* [GOAL OF THE EXERCISE]: Check each line of the entries below for the word "place" and state only how many lines have it.

____ EXTRACTED RECORDS

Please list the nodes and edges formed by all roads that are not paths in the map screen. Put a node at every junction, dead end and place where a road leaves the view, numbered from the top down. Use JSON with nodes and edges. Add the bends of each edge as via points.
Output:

________
____ EXTRACTED RECORDS

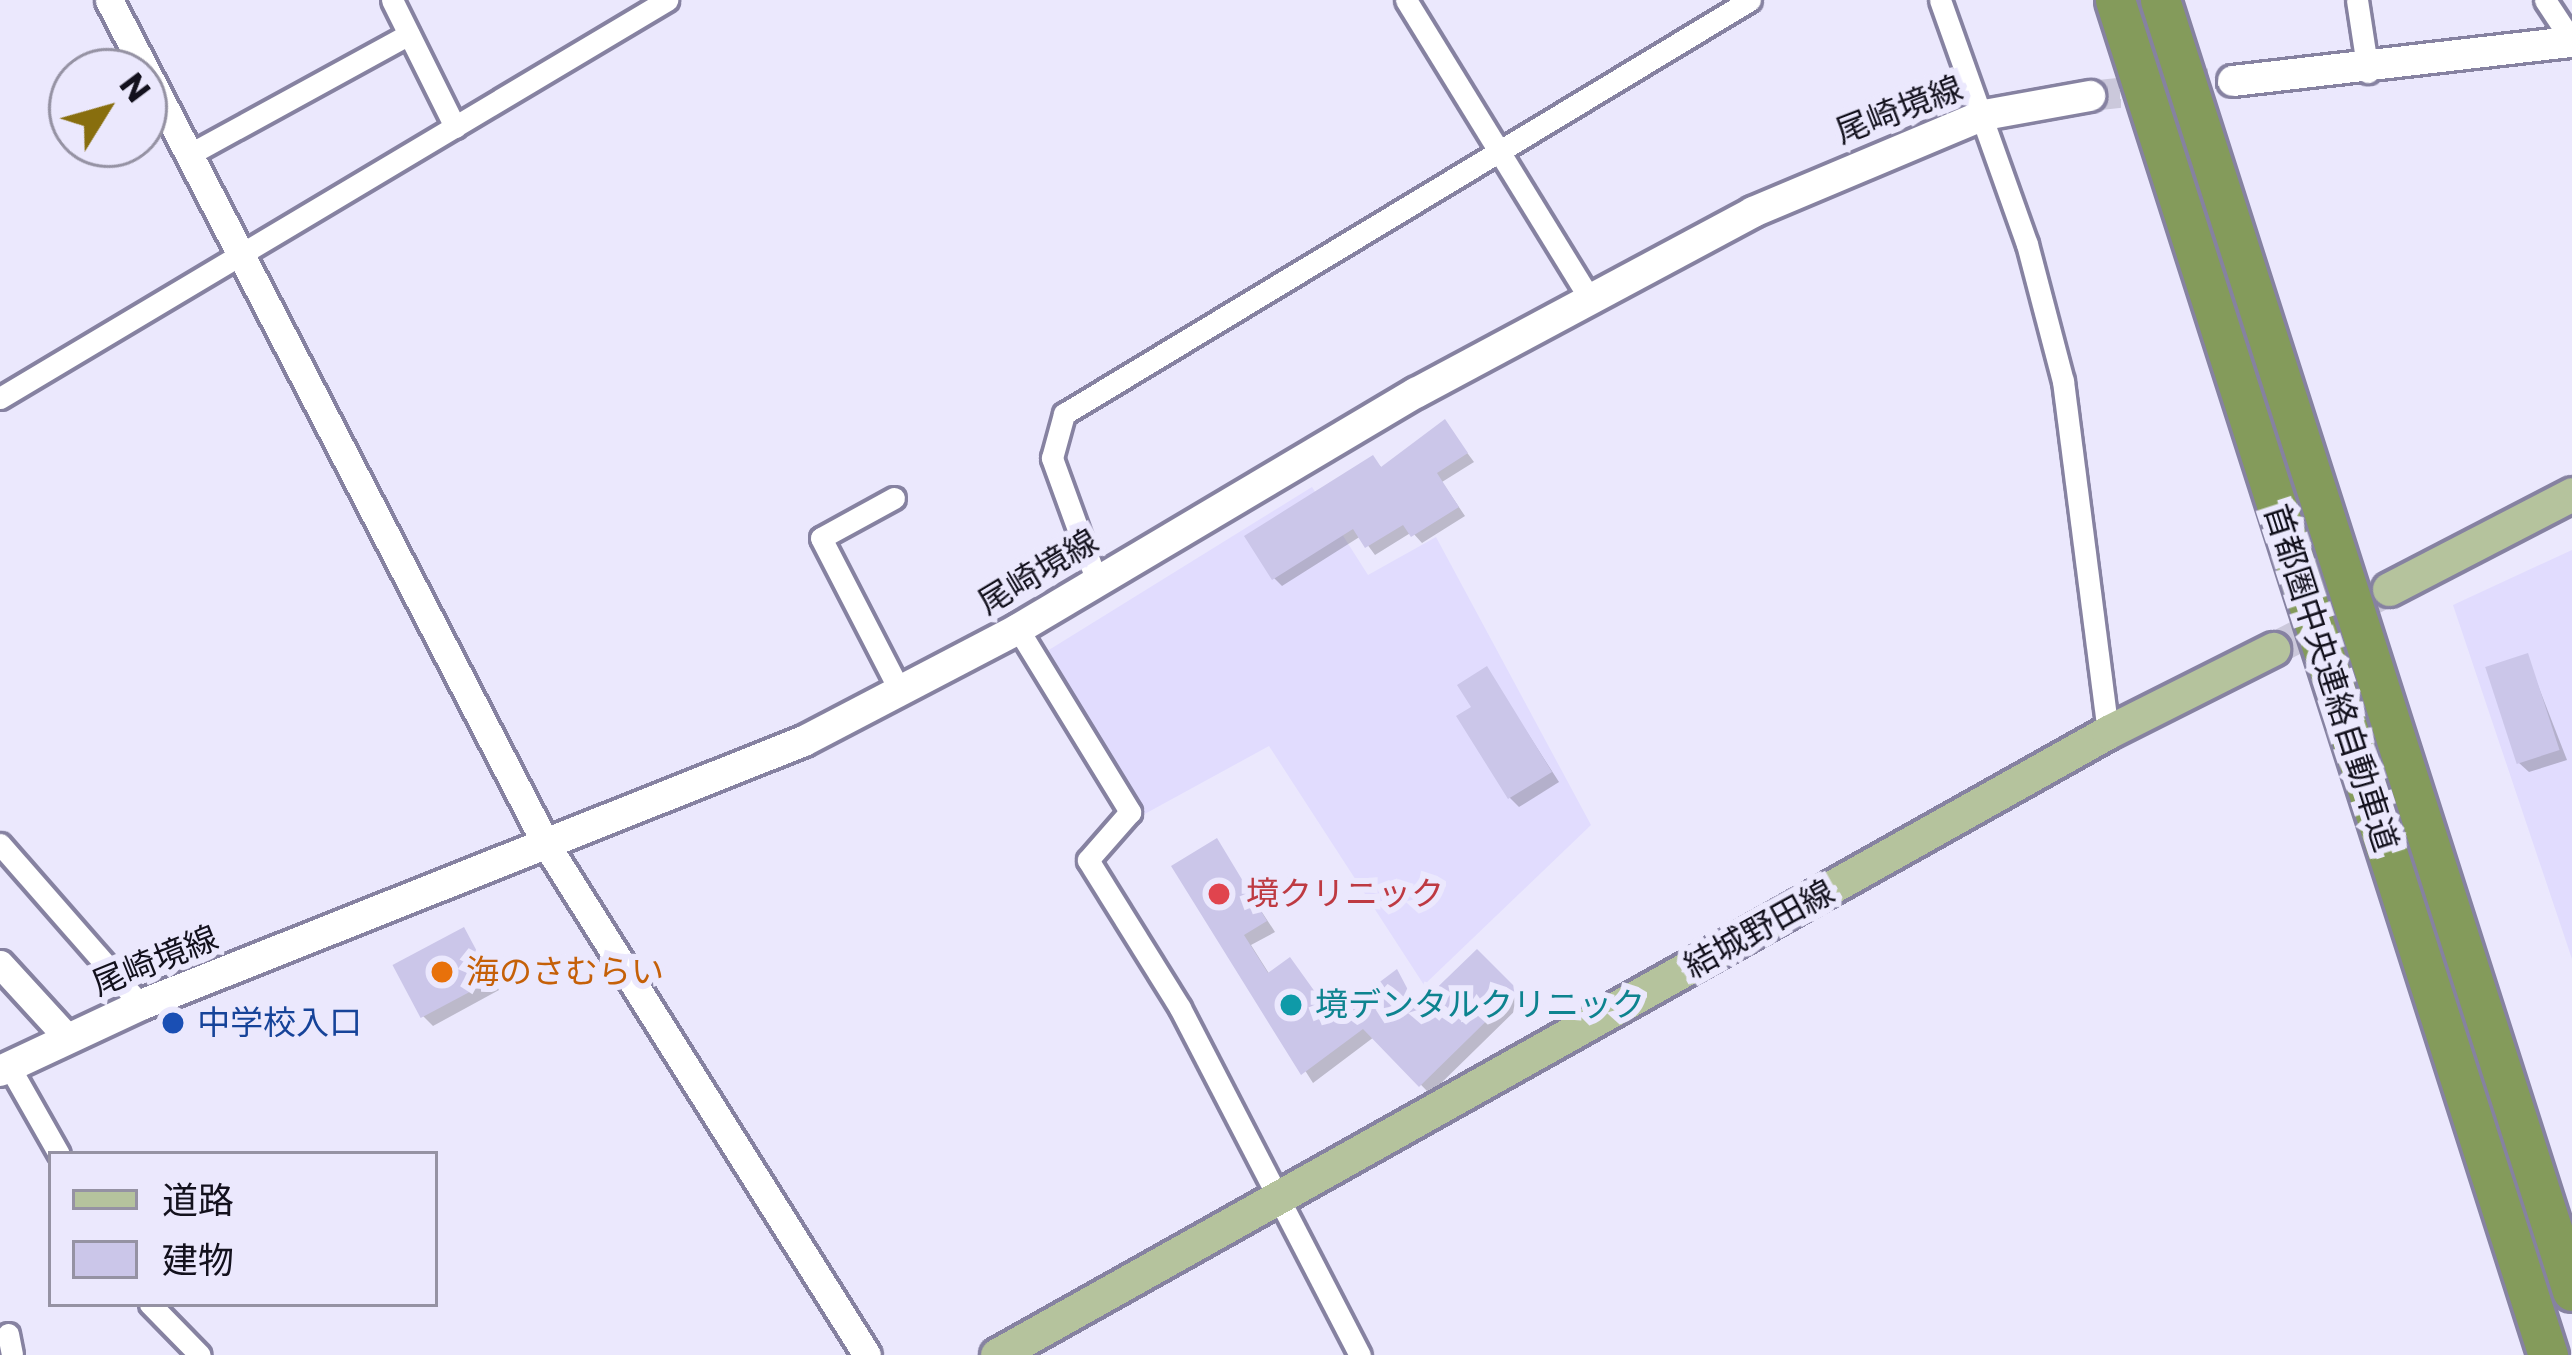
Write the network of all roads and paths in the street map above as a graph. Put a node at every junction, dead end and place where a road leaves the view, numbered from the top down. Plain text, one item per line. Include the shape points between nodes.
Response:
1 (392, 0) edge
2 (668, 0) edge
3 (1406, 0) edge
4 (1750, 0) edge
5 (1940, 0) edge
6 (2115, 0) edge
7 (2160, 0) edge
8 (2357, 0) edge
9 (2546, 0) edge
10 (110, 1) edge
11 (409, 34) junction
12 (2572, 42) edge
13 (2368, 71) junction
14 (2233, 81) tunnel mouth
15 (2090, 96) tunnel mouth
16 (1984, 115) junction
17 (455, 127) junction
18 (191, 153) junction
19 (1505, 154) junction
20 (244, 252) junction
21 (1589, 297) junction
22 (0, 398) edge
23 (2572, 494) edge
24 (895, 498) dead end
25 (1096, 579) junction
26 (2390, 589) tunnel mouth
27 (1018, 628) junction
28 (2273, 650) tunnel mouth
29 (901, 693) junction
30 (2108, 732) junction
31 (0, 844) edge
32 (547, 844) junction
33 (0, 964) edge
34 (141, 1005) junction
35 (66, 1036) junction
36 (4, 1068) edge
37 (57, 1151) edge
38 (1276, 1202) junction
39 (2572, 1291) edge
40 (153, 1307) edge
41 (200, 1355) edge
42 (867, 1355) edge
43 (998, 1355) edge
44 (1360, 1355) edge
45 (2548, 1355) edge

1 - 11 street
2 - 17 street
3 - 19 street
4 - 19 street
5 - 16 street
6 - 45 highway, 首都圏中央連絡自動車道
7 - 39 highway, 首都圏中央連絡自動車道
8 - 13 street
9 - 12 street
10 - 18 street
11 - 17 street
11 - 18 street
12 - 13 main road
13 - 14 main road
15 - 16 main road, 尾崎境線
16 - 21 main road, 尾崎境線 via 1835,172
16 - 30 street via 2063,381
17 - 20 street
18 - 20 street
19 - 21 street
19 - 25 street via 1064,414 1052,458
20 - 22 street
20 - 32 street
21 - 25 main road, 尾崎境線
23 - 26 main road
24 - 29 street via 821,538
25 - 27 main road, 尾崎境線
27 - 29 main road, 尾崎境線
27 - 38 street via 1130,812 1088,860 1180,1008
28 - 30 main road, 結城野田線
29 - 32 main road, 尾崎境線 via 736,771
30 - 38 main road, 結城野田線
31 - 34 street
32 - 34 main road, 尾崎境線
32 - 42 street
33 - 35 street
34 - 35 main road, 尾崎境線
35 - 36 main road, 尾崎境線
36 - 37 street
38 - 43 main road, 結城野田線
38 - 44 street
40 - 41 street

________
____ EXTRACTED RECORDS

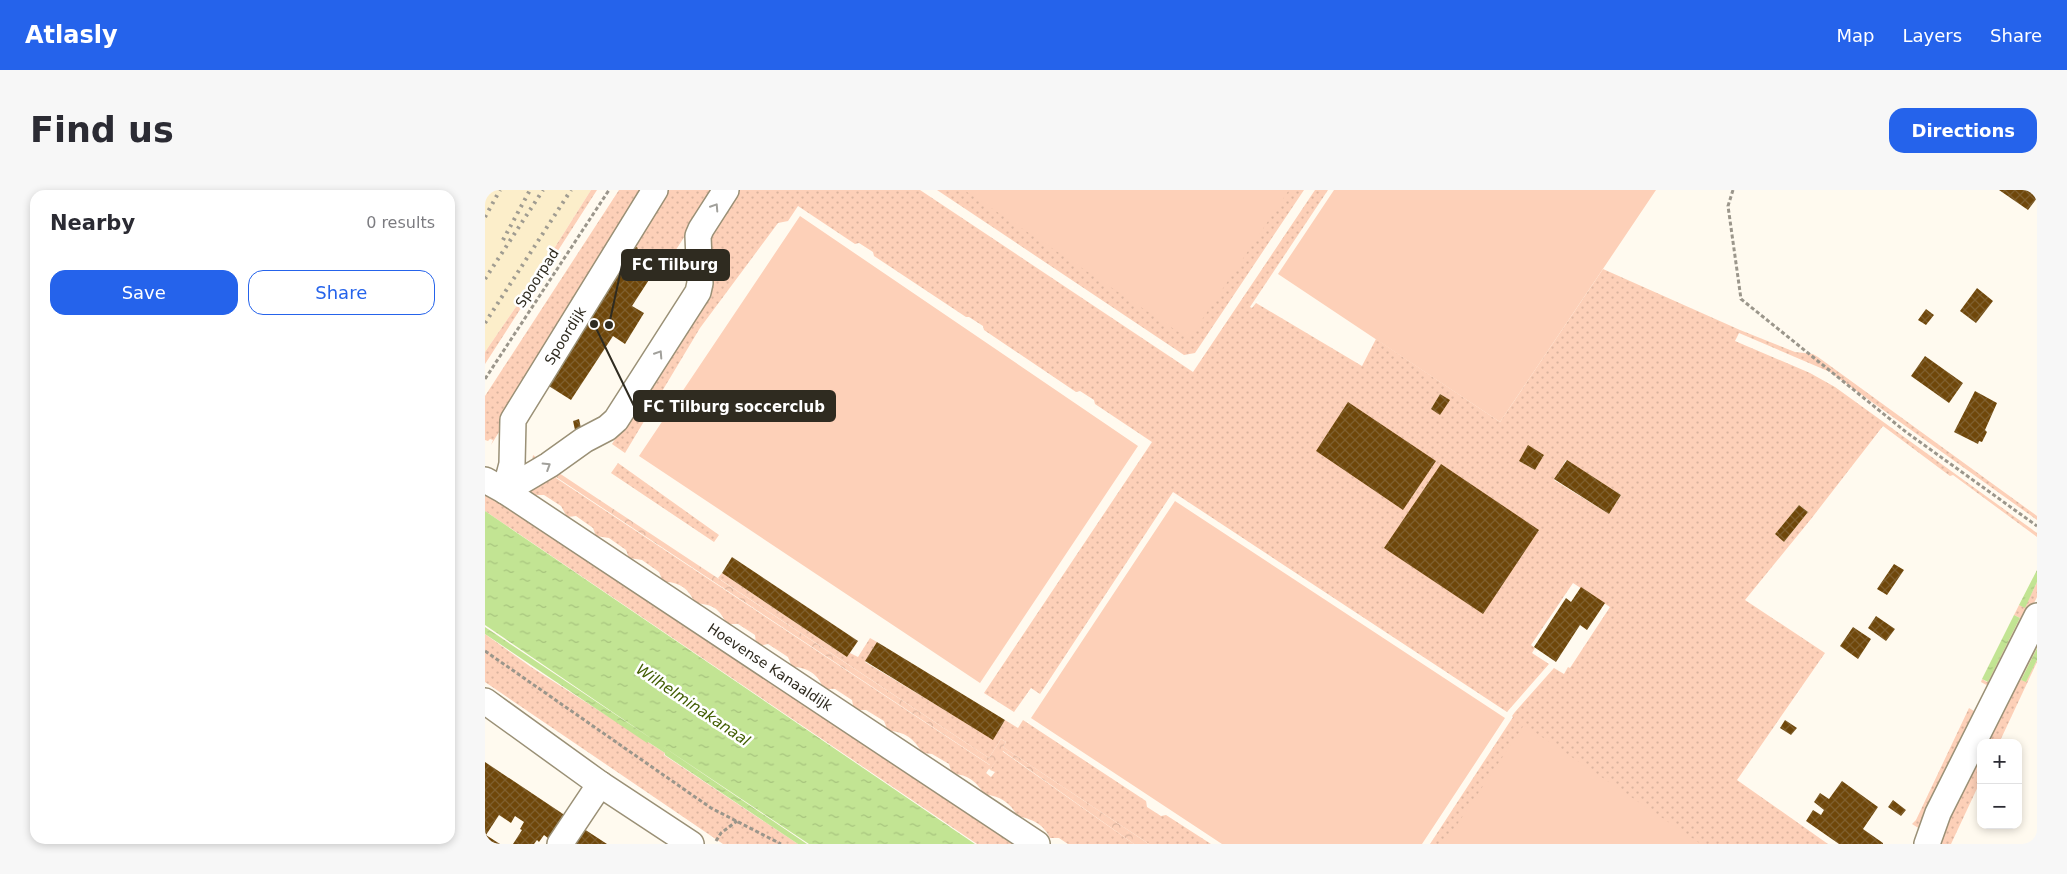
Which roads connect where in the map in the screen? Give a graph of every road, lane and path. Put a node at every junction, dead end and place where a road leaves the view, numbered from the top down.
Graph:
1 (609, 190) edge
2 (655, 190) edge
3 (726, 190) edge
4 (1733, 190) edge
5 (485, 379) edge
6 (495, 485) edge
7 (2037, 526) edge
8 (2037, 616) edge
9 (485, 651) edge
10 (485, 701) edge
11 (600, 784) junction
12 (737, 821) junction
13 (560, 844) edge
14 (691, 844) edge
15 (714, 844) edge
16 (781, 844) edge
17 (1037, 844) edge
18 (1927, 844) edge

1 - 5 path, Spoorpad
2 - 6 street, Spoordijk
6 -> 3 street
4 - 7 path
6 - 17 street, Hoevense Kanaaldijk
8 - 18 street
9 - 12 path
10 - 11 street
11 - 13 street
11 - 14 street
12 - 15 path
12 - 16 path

________

* [YOUR SOLUTION]: 3